The primary purpose of the present work is to assess the degree of consistency between global air-sea flux data sets, both those based on satellite products and those based on atmosphere and ocean reanalysis. So far we have analyzed the homogeneity and closure of the reanalysis-based flux products, and compared them with model independent products including the Objectively Analyzed Ocean-Atmosphere Fluxes (OAFlux, Yu et al., 2008) combined with net shortwave and longwave data from the International Satellite Cloud Climatology Project (ISCCP, Zhang et al., 2004) over the satellite era from 1993 through 2009. Most reanalyses show a positive imbalance in global surface heating with an ensemble-mean of 5 Wm-2 over the 17 year period, decreasing steadily after 2003-2004 when more ocean observations are available. This is far smaller than the 25 Wm-2 global heat flux imbalance in OAFlux+ISCCP product, which has been attributed to too strong amplitude of shortwave radiation. A comparison of the spatial flux maps reveals that the main discrepancies between available products are located across the tropical Pacific, the WBCs and in the Southern Ocean. The resulting implied northward heat transports show a large range of estimates among products which are due to a combination of flux bias and oceanic heat storage, although bias and storage effects cannot be separated so far.
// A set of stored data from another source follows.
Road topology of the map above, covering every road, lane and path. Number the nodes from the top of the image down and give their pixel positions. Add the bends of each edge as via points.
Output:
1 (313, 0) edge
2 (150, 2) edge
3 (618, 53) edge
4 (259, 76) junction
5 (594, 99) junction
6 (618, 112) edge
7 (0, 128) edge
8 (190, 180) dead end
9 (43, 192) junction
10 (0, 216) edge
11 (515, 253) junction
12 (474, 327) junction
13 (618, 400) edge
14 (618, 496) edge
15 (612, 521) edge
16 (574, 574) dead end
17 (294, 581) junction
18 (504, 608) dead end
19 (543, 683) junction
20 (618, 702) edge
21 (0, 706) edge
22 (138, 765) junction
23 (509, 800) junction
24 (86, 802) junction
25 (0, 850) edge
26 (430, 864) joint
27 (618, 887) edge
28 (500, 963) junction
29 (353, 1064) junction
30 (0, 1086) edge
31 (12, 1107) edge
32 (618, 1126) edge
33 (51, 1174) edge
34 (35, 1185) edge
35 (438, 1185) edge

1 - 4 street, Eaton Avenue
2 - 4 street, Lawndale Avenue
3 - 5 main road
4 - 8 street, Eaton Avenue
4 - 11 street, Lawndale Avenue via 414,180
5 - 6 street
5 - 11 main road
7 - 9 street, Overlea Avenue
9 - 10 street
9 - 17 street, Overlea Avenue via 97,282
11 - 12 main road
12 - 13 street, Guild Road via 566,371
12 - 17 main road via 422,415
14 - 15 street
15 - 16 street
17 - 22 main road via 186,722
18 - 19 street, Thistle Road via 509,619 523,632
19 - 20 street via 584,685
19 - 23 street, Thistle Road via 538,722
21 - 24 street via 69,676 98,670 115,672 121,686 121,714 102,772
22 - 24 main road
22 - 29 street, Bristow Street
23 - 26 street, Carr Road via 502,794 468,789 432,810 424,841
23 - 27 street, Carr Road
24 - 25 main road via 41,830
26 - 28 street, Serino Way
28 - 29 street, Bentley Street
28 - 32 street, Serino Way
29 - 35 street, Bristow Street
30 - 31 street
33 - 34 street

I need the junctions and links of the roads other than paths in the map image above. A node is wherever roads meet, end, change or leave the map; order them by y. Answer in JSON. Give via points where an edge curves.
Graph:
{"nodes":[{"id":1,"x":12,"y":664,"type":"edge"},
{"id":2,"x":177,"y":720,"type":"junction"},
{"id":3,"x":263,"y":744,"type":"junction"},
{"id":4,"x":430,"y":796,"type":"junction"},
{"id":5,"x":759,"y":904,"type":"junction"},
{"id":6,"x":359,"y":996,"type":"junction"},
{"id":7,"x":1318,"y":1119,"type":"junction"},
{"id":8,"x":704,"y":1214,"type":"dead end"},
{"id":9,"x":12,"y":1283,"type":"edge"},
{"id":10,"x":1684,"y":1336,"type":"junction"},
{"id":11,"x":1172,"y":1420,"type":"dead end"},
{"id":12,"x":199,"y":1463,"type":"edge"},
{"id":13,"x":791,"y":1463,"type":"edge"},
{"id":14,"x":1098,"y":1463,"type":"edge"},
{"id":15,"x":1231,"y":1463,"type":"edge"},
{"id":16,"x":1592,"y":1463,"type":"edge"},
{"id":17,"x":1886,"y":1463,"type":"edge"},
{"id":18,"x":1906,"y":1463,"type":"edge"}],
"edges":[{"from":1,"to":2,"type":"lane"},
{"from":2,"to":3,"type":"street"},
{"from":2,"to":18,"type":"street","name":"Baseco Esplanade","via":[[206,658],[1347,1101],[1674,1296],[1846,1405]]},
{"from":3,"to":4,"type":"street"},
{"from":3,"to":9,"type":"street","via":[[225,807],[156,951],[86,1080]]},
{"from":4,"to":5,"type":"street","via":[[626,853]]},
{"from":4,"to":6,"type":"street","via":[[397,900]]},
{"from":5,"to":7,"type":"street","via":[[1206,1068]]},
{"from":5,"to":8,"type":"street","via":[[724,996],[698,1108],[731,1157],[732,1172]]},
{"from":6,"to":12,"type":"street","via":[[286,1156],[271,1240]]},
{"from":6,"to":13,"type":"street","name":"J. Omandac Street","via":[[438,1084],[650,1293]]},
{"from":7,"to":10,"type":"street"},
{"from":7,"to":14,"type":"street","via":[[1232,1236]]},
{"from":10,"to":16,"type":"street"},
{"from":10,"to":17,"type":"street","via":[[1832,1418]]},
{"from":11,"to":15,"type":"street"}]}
Local ground truth comparisons using in situ buoy data are now underway and reveal that mean values from ocean/coupled reanalysis-based fluxes are systematically low compared to ISCCP+OAFlux data, although variability on seasonal to interannual timescales is generally in good agreement. Ongoing work is now looking at additional satellite based products and at individual flux components representing radiative and turbulent transfers.